A few weeks into the tour, on a nice relaxed Sunday. I was spending the day with a girlfriend packing up boxes to send out to Ollie and dressing up in silly Halloween outfits, taking photos to print and add to a Halloween theme box of goodies – just silly things to make him smile. I was at home when he rang and he asked how my day had been. I spent several minutes telling him all about what a lovely day I had and what wonderful boxes he was going to receive. Eventually he asked if my parents were home (I was still living at home with them, having only just started my first fulltime job as a midwife). Then he said he had something to tell me; I felt dread in that instant! Knowing it wasn’t going to be good and suddenly realising he had sounded strange and not his usual self, but I had tried to ignore it thinking it was just the phone signal or something. He explained how he and three other lads had been injured, driving over an IED. He told me he had broken ribs and some fractures. I was in shock and didn’t really take much else in from the phone call. I spoke to his parents and the texts from friends and family started coming through as people heard what had happened. He wasn’t injured so badly that he needed to come home. However, he was injured badly enough that he wasn’t going to be returning to active duty for a few months. This was of little comfort to me and it wasn’t until he was actually home months later that I learnt the true extent of his injuries.

I was in bits, I just wanted him home and it was all I could think about day and night. I waited on edge for every phone call, desperate to hear from him and hear about how the other lads, who had suffered worse injuries, were getting on. I couldn’t concentrate at work and it was like a huge black cloud over me constantly. I couldn’t see it at the time but looking back, from that phone call, I was a mess. My only release was at the weekends, when I wasn’t working I would go out with our friends and pass the time getting drunk. It was a very hard time and one that I only started to get through once I had actually seen Ollie, and had seen for myself that he was O.K and that he had made it home to me.

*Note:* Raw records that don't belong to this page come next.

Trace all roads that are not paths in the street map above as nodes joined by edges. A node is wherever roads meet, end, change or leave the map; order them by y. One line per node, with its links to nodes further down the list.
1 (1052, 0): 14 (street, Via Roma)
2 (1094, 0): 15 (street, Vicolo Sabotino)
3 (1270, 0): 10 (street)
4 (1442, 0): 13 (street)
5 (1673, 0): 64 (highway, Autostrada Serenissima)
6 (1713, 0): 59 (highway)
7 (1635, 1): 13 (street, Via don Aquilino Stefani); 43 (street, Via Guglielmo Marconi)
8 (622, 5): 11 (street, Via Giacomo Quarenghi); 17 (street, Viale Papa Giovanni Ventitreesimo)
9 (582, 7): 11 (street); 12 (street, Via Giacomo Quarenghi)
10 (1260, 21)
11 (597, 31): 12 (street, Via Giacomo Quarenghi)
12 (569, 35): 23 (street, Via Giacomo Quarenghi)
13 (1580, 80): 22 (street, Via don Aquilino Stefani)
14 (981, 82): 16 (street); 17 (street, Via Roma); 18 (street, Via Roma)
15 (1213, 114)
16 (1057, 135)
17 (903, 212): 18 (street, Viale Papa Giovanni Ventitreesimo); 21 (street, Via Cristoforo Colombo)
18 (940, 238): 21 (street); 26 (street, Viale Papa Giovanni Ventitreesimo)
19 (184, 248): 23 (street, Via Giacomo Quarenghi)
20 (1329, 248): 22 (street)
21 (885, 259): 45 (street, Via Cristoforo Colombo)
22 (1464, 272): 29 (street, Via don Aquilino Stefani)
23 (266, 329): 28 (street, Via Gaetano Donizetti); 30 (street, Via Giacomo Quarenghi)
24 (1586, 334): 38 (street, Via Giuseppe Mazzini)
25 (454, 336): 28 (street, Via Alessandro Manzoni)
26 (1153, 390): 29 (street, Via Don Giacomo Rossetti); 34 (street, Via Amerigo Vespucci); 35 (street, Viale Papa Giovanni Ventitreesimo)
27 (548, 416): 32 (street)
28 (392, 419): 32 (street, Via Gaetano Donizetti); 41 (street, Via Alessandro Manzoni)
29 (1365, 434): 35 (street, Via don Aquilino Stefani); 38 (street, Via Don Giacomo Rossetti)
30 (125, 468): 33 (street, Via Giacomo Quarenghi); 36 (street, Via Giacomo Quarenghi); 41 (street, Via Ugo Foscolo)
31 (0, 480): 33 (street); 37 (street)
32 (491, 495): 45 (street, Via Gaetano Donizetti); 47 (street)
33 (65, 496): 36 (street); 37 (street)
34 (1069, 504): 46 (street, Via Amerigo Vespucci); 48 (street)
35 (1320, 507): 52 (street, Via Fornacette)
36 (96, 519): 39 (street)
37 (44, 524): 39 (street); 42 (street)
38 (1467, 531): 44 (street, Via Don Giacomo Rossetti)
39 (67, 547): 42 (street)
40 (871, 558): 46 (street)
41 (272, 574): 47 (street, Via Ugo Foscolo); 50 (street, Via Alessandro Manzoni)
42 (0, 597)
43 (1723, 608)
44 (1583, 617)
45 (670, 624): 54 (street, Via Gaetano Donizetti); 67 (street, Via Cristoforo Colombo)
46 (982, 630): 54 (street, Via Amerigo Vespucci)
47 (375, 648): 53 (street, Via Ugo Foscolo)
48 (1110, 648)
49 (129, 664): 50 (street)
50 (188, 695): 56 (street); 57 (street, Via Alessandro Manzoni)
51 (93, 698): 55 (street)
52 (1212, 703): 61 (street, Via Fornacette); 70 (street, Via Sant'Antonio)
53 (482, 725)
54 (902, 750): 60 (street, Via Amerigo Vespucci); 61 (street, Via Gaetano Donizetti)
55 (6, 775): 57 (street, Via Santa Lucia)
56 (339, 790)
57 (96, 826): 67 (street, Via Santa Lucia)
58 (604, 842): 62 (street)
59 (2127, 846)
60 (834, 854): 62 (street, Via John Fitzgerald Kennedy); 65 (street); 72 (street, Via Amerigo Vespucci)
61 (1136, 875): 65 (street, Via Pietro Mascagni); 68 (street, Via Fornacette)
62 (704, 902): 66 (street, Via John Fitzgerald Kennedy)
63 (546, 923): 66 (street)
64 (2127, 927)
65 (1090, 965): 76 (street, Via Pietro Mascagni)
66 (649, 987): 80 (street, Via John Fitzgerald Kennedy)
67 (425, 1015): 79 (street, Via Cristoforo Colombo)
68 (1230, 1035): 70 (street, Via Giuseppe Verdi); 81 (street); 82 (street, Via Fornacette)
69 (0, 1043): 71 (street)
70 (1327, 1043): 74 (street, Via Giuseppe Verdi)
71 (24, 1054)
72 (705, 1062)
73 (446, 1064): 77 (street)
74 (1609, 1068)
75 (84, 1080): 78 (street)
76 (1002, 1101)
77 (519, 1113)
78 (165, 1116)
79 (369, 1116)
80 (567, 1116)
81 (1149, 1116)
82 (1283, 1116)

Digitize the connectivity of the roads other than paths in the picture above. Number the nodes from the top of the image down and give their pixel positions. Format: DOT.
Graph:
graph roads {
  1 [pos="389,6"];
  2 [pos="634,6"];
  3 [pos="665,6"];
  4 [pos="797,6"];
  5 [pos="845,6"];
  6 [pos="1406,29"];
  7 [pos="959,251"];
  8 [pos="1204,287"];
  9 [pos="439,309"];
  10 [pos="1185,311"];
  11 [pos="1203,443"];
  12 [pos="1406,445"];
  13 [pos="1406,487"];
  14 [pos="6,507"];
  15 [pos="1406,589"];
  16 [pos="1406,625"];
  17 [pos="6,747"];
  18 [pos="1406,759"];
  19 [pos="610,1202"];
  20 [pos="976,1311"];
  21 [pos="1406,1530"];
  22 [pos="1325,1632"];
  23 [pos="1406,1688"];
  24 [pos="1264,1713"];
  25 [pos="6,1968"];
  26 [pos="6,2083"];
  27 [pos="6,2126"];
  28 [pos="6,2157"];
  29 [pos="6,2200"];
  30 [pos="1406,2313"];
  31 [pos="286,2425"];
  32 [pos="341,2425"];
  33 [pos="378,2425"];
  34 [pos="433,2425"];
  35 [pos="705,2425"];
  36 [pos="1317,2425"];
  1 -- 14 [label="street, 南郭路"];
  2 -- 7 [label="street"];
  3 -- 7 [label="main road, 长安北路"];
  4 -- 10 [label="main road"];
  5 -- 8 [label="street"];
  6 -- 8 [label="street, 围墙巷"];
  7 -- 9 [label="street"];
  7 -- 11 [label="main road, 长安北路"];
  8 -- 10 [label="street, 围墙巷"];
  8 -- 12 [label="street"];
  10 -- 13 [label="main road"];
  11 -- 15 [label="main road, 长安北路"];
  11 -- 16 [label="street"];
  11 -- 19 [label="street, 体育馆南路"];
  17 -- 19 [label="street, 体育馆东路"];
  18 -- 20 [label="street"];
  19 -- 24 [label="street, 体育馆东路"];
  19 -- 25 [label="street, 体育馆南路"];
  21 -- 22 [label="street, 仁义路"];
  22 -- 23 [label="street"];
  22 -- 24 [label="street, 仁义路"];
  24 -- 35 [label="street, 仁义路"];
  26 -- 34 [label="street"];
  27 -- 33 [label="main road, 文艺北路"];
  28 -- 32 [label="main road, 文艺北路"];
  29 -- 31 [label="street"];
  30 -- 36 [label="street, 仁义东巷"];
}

My second tough battle was a few years later; Ollie’s third tour of Afghan. This time things were very different. After the previous tour we bought a house together, we had our daughter, got married and now, had just had our son. Our son was only six days old when Ollie went on his third tour of Afghan. This time I couldn’t be self obsessed like I had been on the previous tour. I had to function as I had two babies who needed me. It was just as hard, but for totally different reasons. Our daughter, having said goodbye to her Daddy and hello to her baby brother was suddenly having screaming fits every night saying she wanted her Daddy. That was very hard to cope with and I often phoned my parents in floods of tears because I couldn’t console her in those early weeks. I just wanted to cry with her, and I’m sure the hormones didn’t help. I kept very busy. Luckily the night feeds meant I was usually too tired to over think things but when I did get a chance to think, I feared the worst; I wondered how would this affect the kids? Will our Son bond with his Dad? Will he ever get to know his Dad (you don’t like to think of worst case scenario but on bad days it does play on your mind!) Although I had amazing support from mine and Ollie’s family and my friends, I felt essentially alone. I felt that no one knew what I was going through. Although my best friends’ husband was in Afghan at the same time, she lived in Catterick, so it meant support via a phone call, and with both of us having young kids it was hard to find the time to chat in peace. I had friends who lived close by who had babies just a few weeks after mine so we spent a lot of time together as ‘mummy friends’. However, although they were fantastic and very supportive, none of them really understood how I felt. I can honestly say the kids got me through that tour, it was tough but keeping busy and trying to make sure the kids didn’t suffer got me through.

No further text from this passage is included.